『修道者の修業の基礎(Rerum monachalium rationes)』


[底本]
TLG 4110 010
Rerum monachalium rationes, MPG 40: 1252-1264.
(Cod: 2,529: Eccl.)





40.1252."45t"
修道者エウアグリオスの
40.1252."46t"
修道者たちの修業(pragmata)の基礎(aitia)と、これと寂静(hesychia)との関連(parathesis)

40.1252.49
1.
 『ヒエレミア記』の中に、こう述べられている。「あなたはこの所で妻をめとってはならない。この所で生まれる息子たちや娘たちについて、「主」はこう言われるからである。彼らは死という病にかかって死ぬ、と」〔Jer. 16:1-4〕。この言葉が示しているのは次のことである。つまり、「使徒」によれば、「結婚した人間は、いかにして妻の気に入られようかと、この世の事を思い煩い、こころを引き裂かれる。結婚した女も、いかにして夫の気に入られようかと、この世の事を思い煩う」〔1Cor. 7:33-4〕。明々白々なのは、この預言者によって、「死という病にかかって死ぬ」と述べられているのは、結婚生活にともなってできる息子たちや娘たちのことのみならず、彼らの心に生まれる息子たちや娘たち、つまり、諸々の肉的想念や諸欲望についても、この世の病的で虚弱で自堕落な念慮(phronema)によってこの者たちも死に、天上的で永遠の生命を得ることはないということである。「これに反して未婚者は」と〔聖書は〕謂う、「いかにすれば「主」の気に入られるか、「主」の事を思い煩う」〔1Cor. 7:32〕、そして、天上の生命の、永遠に若々しい不死の実りを手に入れるのである。

40.1253.18
2.
 これこそが修道者である。そして、修道者はこのように、女から遠ざかり、上述の所で、息子や娘を作らずにあるべきなのである。いや、それどころか、クリストスの兵士でさえあるべきなのである。質料なく、思い煩いなく、あらゆる俗事的な思考や行いから離れて、「使徒」も謂っているとおりに〔あるべきなのである〕。「兵役に服して、〔日常〕生活の俗事に煩わされることなく、兵隊徴募の司令官に気に入られるようにする」〔2Tim. 2:24〕。修道者はこのような立場に立ちなさい。とりわけ、この世のあらゆる質料を棄てて、寂静の麗しくも美しい勝利牌めざして疾走して。なぜなら、寂静のための修行(askesis)は、何と麗しく美しいことか、本当に、何と麗しく美しいことか! その軛は有用で、その荷は軽い〔Matt. 11:30〕。その生は快く、その行いは喜ばしい。

3.
 そういう次第であるから、愛する者よ、そういうものとして独りの(moneros)生活を採用し、寂静の勝利牌へと疾走することを望むのではないか。〔ならば〕ここに放置せよ、この世の気遣い(phrontis)を、これら〔気遣い〕に対する諸々の支配と権威を。すなわち、無質料的な者、無心の者となれ、あらゆる欲望を離れて。そうすれば、これらのものに依存する環境とは他人となり、美しく寂静を修めることができよう。なぜなら、これらものからわが身を引き離さないかぎり、この行住坐臥(politeia)そのものを修めること(katorthosai)はできないからである。

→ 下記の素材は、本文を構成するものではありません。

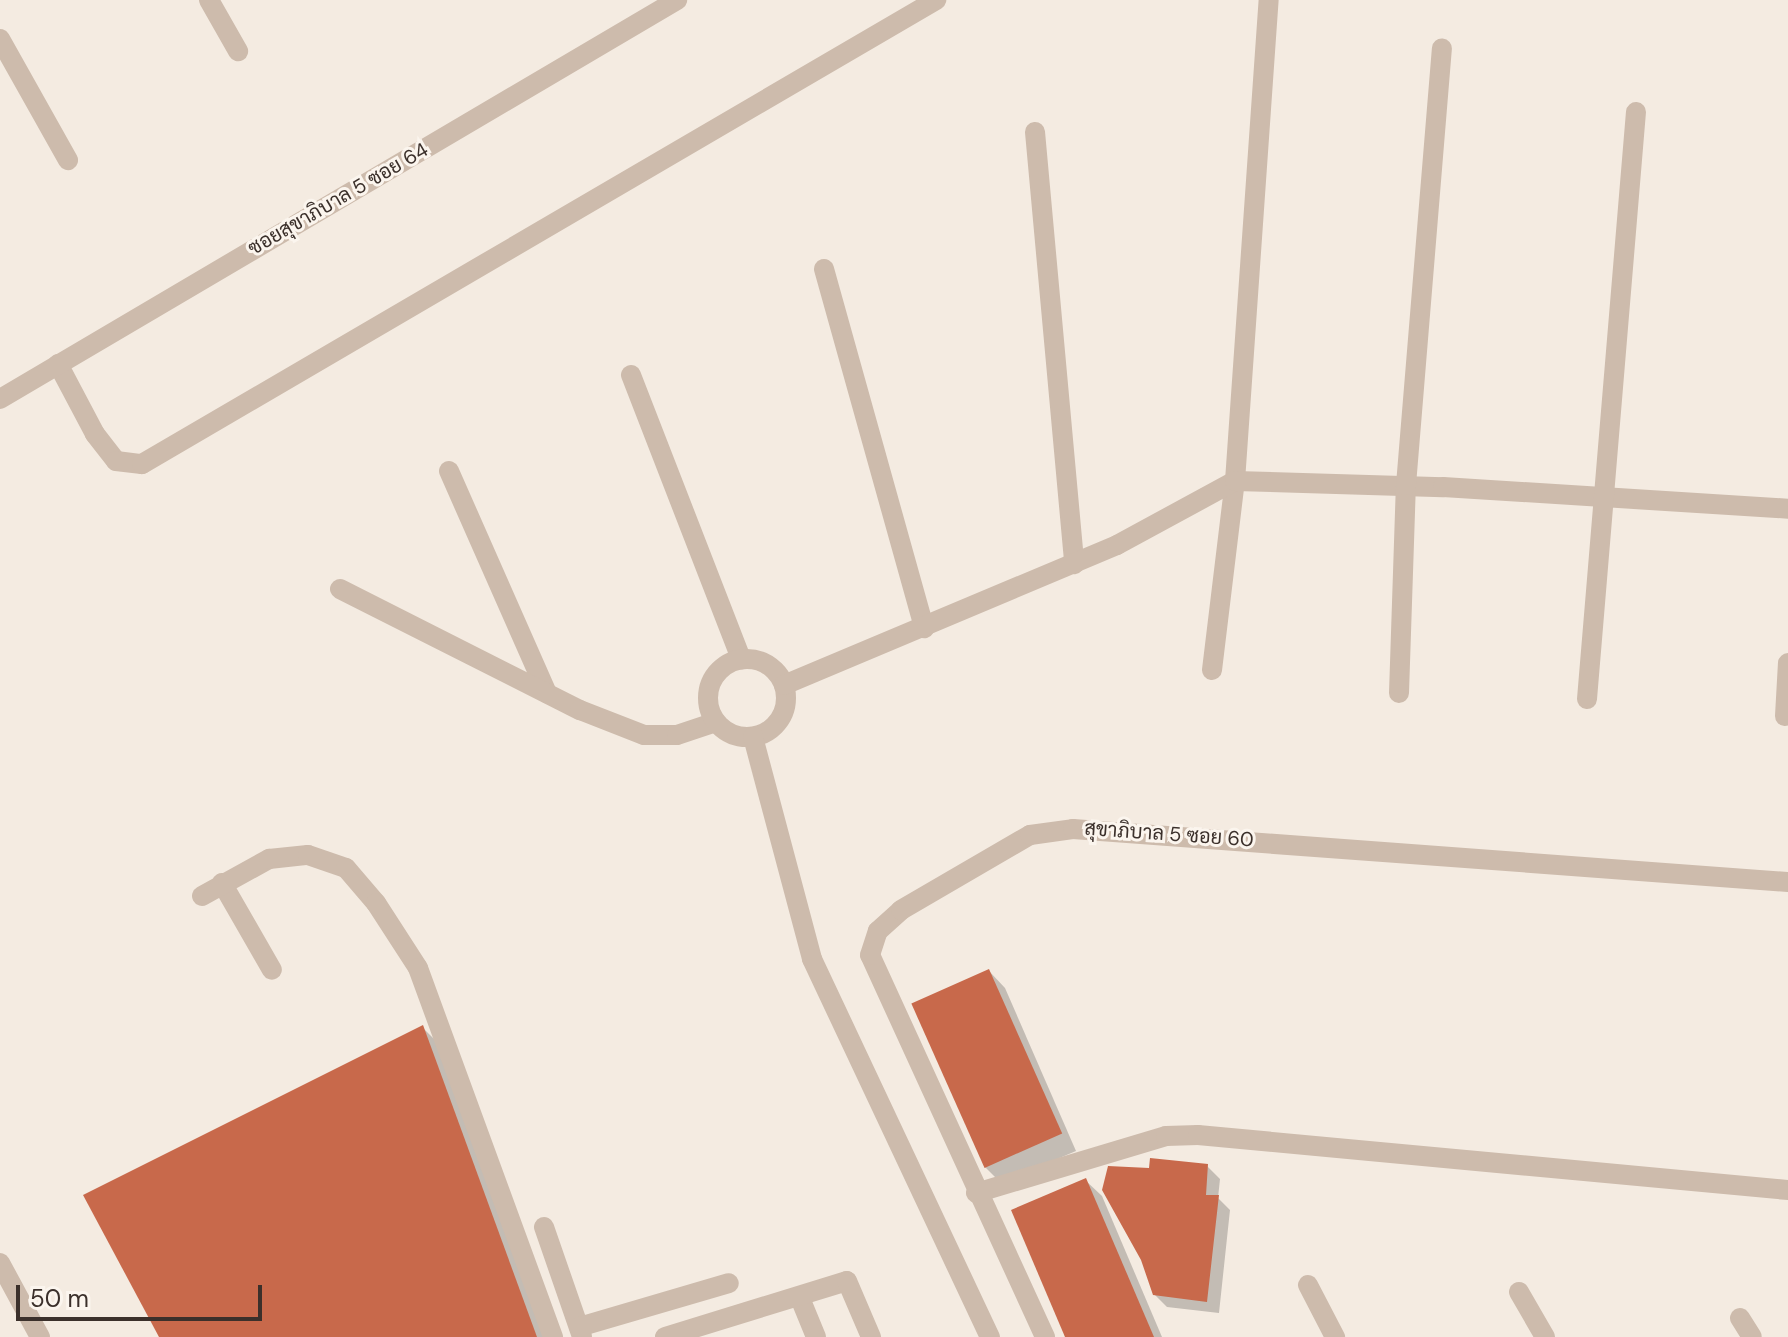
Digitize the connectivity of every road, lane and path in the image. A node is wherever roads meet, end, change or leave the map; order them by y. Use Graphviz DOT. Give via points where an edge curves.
graph roads {
  1 [pos="209,0"];
  2 [pos="677,0"];
  3 [pos="936,0"];
  4 [pos="1269,0"];
  5 [pos="0,39"];
  6 [pos="1442,48"];
  7 [pos="238,51"];
  8 [pos="1636,112"];
  9 [pos="1035,132"];
  10 [pos="68,160"];
  11 [pos="824,269"];
  12 [pos="58,364"];
  13 [pos="631,375"];
  14 [pos="0,399"];
  15 [pos="449,471"];
  16 [pos="1235,481"];
  17 [pos="1406,485"];
  18 [pos="1600,498"];
  19 [pos="1788,509"];
  20 [pos="1074,564"];
  21 [pos="340,589"];
  22 [pos="924,628"];
  23 [pos="741,659"];
  24 [pos="1788,663"];
  25 [pos="1212,670"];
  26 [pos="784,685"];
  27 [pos="547,693"];
  28 [pos="1399,693"];
  29 [pos="1587,699"];
  30 [pos="1785,716"];
  31 [pos="716,722"];
  32 [pos="753,737"];
  33 [pos="1788,882"];
  34 [pos="222,883"];
  35 [pos="202,896"];
  36 [pos="272,970"];
  37 [pos="1788,1190"];
  38 [pos="976,1193"];
  39 [pos="544,1227"];
  40 [pos="0,1263"];
  41 [pos="729,1283"];
  42 [pos="1308,1285"];
  43 [pos="1519,1292"];
  44 [pos="800,1298"];
  45 [pos="1740,1318"];
  46 [pos="715,1330"];
  47 [pos="580,1332"];
  48 [pos="40,1337"];
  49 [pos="553,1337"];
  50 [pos="665,1337"];
  51 [pos="816,1337"];
  52 [pos="871,1337"];
  53 [pos="990,1337"];
  54 [pos="1045,1337"];
  55 [pos="1335,1337"];
  56 [pos="1545,1337"];
  57 [pos="1752,1337"];
  1 -- 7 [label="street"];
  2 -- 12 [label="street, ซอยสุขาภิบาล 5 ซอย 64"];
  3 -- 12 [label="street" via="142,464 116,461 95,434"];
  4 -- 16 [label="street"];
  5 -- 10 [label="street"];
  6 -- 17 [label="street"];
  8 -- 18 [label="street"];
  9 -- 20 [label="street"];
  11 -- 22 [label="street"];
  12 -- 14 [label="street, ซอยสุขาภิบาล 5 ซอย 64"];
  13 -- 23 [label="street"];
  15 -- 27 [label="street"];
  16 -- 17 [label="street"];
  16 -- 20 [label="street"];
  16 -- 25 [label="street"];
  17 -- 18 [label="street"];
  17 -- 28 [label="street"];
  18 -- 19 [label="street"];
  18 -- 29 [label="street"];
  20 -- 22 [label="street"];
  21 -- 27 [label="street"];
  22 -- 26 [label="street"];
  23 -- 26 [label="street" via="768,664"];
  23 -- 31 [label="street" via="717,671 710,683 709,710"];
  24 -- 30 [label="street"];
  26 -- 32 [label="street" via="783,712 776,724"];
  27 -- 31 [label="street" via="644,735 677,735"];
  31 -- 32 [label="street" via="727,732"];
  32 -- 53 [label="street" via="812,959"];
  33 -- 38 [label="street, สุขาภิบาล 5 ซอย 60" via="1114,828 1030,835 901,910 878,931 870,955"];
  34 -- 35 [label="street"];
  34 -- 36 [label="street"];
  34 -- 49 [label="street" via="269,859 308,855 346,868 376,903 418,968"];
  37 -- 38 [label="street" via="1198,1135 1166,1136"];
  38 -- 54 [label="street, สุขาภิบาล 5 ซอย 60"];
  39 -- 47 [label="street"];
  40 -- 48 [label="street"];
  41 -- 47 [label="street"];
  42 -- 55 [label="street"];
  43 -- 56 [label="street"];
  44 -- 46 [label="street"];
  44 -- 51 [label="street"];
  44 -- 52 [label="street" via="847,1281"];
  45 -- 57 [label="street"];
  46 -- 50 [label="street"];
}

 つましくお粗末な食べ物に固執しなさい。数多の、気を散らす〔食べ物〕に〔固執しては〕ならない。たとえ、客遇(philoxenia)のためとして、高価な〔食べ物〕に関する想念が起こっても、これはそこに放置せよ。断じてこれ〔想念〕に耽ってはならない。なぜなら、逆らう者はそれによってあなたを待ち伏せし、寂静を失うために待ち伏せするのだからである。こういったことにいかにも熱心だった魂・マルタを非難し、こう言われた「主」イエースゥスをあなたは〔例として〕持っている。なぜ、「多くのことに」あなたはたずさわり、「気を遣うのか。必要なのはひとつのこと」〔Luke 10:41〕と謂う、〔そのひとつは〕神的な言葉を聞くことである。そうすれば、その後で、すべてが難なく見いだされる。それゆえ、すぐに付け加えてこう言われるのである。すなわち、「マリアは、善い部分を選び取った。それは彼女から取り去られてはならないものである」〔Luke 10:42〕。さらにまた、サレプタの寡婦の事例をもあなたは持っている。彼女が何をもってあの預言者〔エリヤ〕をもてなしたかを〔列王上17〕。たとえ、あなたがパンと、そして水しか持っていなくても、それらによって客遇の報酬を受けることができる。たとえそれらさえ持たなくても、善き志(prothesis)をもって客人を迎え入れ、これに有用な言葉を与えるだけで、あなたは同様に客遇の報酬を獲得することができる。なぜなら、善き言葉は賜物にまさる〔Ecclus. 18:17〕と述べられているからである。

40.1256.8
4.
 こういったことが、憐れみ(eleemosyne)についてあなたの気遣う(phronein)べきことである。しかし、だからといって、貧しい者たちに分配するために、富を持とうと欲してはならない。なぜなら、それもまた邪悪者の欺瞞(apate)にほかならないからである。〔この欺瞞は〕しばしば虚栄(kenodoxia)へと接近し、多忙の原因へと理性を投げこむ。『福音書』の中に、「主」イエースゥスによって証言されている寡婦をあなたは〔例として〕持っている。彼女は、たった2レプトンで、意志(proairesis)と力能(dynamis)とにおいて、富裕者たちを凌駕した。「なぜなら、あの者たちは」と謂う、有り余る中から賽銭箱に投げ入れたが、彼女のみは、自分自身の全財産(hyparxis)を〔投げ入れたのである〕」〔Mark 12:44〕。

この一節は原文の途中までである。